Por Gonzalo Medina Pérez*
“La relación que yo encuentro entre fútbol y política, se refiere a que en los dos tiene que haber como esa táctica, como ese orden. En el fútbol hay una táctica para jugar, para hacer los movimientos, en la política también. Los políticos tienen sus tácticas para saber manejar un país…”.
Andrés Escobar Saldarriaga.
Al pensar sobre dos pasiones tan colombianas, como son el fútbol y los toros, Andrés afirmó a pie juntilla que lo interesante del primero, a diferencia del segundo, es que no se necesita matar a nadie para que la gente se divierta.
Tan paradójico testimonio, de cara a su inesperado final, nos lo entregó el siempre recordado y altivo zaguero colombiano, cuando a comienzos de los años noventas preparábamos el libro “Una gambeta a la muerte”, un trabajo con el que empezamos a demostrar cómo el fútbol estaba jugando un papel aglutinante en medio de la histórica fragmentación de la sociedad colombiana, con la violencia y la guerra como manifestaciones extremas de tal situación.
Era el momento en que Colombia, después de 28 años de ausencia, había retornado al Mundial de Fútbol, primero Italia 90 y luego Estados Unidos 94; era la etapa del entusiasmo triunfalista, llevada al límite de sentirnos candidatos a ganar el título, a lo mejor para superar el bendito complejo que como colombianos hemos arrastrado a lo largo de tantas décadas. Y ese complejo comienza con la crisis, aún sin resolver, de nuestra identidad nacional. Y se trata de un vacío con repercusiones en el exterior, al punto que Jorge Luis Borges acuñó la frase aquella según la cual “ser colombiano es un asunto de buena fe”. Claro que leyendo a algunos autores, tendríamos que hablar ya de que buscar hoy nuestra identidad es un propósito tardío, ante lo que denominan la crisis del Estado- Nación, originada por los crecientes procesos de globalización.
Pero más que disquisiciones sobre este tema, pretendemos en esta oportunidad compartir nuestras vivencias y reflexiones en torno a una figura que si bien ya había logrado una dimensión nacional con la calidad de su juego y de su comportamiento público, alcanzó una trascendencia internacional – de nuevo la paradoja – con su absurdo sacrificio hace once años. Y el mérito de su reconocimiento es mayor, tratándose de un representante del deporte, actividad que muchos ven con no poco desprecio, y mucho más si está vinculado al fútbol, práctica que ha estado rodeada de prevenciones y rechazos, en ocasiones por el origen ilegal de sus recursos – léase narcotráfico-; en otras, porque es una actividad de ignorantes que no alcanza a inscribirse en la agenda de temas de interés de cualquier sociedad civilizada. Y se liga con tanta exclusividad narcotráfico y fútbol, como si el primero no atravesara hasta el último resquicio de nuestra sociedad.

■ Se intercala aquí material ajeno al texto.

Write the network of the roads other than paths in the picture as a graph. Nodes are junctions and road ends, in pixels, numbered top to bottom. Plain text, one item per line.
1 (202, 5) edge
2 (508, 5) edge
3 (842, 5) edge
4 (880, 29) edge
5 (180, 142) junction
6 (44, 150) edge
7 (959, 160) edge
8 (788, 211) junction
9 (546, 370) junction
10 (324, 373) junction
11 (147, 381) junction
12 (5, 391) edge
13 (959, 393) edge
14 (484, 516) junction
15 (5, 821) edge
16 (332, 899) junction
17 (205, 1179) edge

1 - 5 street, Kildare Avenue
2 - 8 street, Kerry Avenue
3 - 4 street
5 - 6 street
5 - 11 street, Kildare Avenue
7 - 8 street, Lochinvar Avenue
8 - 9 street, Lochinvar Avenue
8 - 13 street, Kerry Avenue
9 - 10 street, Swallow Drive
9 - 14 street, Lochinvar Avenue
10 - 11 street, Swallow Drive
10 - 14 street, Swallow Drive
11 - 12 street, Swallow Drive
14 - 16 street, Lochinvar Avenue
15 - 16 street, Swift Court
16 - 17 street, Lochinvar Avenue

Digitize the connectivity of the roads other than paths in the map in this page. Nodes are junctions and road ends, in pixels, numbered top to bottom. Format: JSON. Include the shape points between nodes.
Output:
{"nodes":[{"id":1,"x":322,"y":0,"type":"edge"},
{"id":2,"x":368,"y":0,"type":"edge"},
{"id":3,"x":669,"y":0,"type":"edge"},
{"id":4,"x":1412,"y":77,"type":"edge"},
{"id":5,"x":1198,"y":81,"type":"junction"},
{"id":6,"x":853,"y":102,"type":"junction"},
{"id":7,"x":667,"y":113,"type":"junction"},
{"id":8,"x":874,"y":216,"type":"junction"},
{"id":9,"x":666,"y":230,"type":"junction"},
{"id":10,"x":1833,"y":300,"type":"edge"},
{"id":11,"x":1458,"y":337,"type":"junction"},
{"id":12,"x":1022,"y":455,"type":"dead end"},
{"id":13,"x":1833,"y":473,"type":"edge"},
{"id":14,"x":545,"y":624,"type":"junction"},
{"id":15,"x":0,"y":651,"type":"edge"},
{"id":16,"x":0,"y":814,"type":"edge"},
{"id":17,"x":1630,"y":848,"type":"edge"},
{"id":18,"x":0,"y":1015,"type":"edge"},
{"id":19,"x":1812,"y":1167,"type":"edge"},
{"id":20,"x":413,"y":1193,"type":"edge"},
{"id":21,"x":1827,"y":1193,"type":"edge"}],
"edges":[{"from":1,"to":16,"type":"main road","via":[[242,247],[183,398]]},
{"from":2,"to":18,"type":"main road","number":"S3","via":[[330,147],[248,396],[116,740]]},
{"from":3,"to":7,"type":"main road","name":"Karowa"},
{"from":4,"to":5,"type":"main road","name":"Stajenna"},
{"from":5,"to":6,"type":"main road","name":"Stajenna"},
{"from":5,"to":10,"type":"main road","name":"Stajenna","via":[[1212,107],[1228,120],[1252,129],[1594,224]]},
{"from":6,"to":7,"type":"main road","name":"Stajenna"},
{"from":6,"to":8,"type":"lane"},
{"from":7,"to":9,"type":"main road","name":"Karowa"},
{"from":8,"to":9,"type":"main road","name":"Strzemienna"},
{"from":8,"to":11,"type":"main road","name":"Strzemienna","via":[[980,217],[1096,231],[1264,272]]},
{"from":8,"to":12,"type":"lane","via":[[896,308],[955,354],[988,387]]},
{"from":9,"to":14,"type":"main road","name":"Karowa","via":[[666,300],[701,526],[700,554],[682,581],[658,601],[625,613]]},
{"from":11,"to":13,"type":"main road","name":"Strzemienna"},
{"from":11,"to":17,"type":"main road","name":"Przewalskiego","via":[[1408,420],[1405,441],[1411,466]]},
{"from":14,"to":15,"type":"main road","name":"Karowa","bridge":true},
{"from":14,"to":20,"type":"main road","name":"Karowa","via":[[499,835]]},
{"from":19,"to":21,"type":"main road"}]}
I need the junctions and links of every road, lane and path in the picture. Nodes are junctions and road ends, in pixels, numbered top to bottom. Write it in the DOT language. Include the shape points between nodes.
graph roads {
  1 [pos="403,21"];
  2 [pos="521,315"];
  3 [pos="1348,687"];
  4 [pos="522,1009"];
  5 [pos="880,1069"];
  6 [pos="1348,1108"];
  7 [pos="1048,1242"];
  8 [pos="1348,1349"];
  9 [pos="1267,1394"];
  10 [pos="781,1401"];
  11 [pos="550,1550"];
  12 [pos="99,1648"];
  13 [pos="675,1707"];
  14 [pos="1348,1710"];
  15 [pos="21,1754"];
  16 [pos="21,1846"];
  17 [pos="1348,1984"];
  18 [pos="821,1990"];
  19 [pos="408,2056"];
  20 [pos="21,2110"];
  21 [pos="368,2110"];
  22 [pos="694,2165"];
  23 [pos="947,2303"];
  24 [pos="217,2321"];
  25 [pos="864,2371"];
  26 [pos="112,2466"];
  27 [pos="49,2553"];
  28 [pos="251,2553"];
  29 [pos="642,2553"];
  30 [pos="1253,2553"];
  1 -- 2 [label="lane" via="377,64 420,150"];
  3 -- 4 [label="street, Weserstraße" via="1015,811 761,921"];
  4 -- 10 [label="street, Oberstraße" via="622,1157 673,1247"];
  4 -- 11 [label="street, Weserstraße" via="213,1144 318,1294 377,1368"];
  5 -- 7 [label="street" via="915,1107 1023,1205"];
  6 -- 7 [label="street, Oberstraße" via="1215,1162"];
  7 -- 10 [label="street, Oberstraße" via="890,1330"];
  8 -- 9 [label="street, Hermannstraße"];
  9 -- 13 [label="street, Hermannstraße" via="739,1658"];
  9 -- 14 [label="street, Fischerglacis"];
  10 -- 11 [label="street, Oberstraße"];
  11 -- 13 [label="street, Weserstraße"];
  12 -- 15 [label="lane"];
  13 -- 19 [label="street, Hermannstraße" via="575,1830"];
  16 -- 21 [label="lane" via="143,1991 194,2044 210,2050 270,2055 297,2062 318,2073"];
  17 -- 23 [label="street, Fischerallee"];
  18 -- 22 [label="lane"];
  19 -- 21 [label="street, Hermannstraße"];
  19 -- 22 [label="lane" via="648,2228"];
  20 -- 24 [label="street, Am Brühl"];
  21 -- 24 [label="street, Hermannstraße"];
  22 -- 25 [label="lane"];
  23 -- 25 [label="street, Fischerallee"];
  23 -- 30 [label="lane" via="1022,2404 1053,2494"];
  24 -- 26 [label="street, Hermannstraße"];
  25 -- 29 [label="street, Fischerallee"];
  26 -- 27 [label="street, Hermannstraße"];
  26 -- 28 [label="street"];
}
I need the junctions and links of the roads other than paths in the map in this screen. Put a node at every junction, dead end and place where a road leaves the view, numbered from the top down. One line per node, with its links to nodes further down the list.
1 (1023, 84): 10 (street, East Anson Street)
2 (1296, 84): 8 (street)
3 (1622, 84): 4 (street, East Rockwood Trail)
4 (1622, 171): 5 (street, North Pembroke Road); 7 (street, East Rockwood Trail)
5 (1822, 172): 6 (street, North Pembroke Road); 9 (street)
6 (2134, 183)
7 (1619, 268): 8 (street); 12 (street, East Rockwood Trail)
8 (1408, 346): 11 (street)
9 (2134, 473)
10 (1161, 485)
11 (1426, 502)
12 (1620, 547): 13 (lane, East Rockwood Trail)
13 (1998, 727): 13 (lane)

Si nos remitimos a la procedencia social del común de nuestros futbolistas, encontramos que la mayoría es de extracción humilde y apela a esta alternativa porque en otras actividades no encuentra oportunidades, producto de su formación limitada o de la inevitable discriminación que se ejerce en ciertos sectores. El caso de Andrés Escobar Saldarriaga, sin embargo, es diferente: hijo de un empleado bancario, miembro de una familia de clase media, residente en un barrio tradicional de Medellín como es Calazans, cuyo colegio, del mismo nombre, ha sido el crisol de donde han salido bachilleres que después han ocupado posiciones notables en el sector público y en el privado, tanto de nuestra ciudad como a nivel nacional. Andrés fue el modelo de estudiante que mal que bien cumplía con su deber, entre otras razones porque le había declarado su amor al fútbol, a esa pasión para la que no tenía descanso, aquella que le impedía distinguir el día de la noche.
Esa devoción por el fútbol lo puso a protagonizar, 15 años después de su paso por el colegio, una de las escenas más dramáticas de los 15 mundiales disputados hasta ese momento: fue en el partido contra Estados Unidos, el anfitrión, jugado en 1994 en el estadio de Rose Bowl, Pasadena, cuando su mágica pierna zurda se atravesó y envió el balón a su propia portería, para desgracia de los millones de colombianos que empezábamos a soñar con un hipotético título para nuestro país. Creímos demasiado en el vaticinio de Pelé, estimulado por el ayuno de reconocimiento internacional, el mismo que años después se mantiene vigente entre nosotros.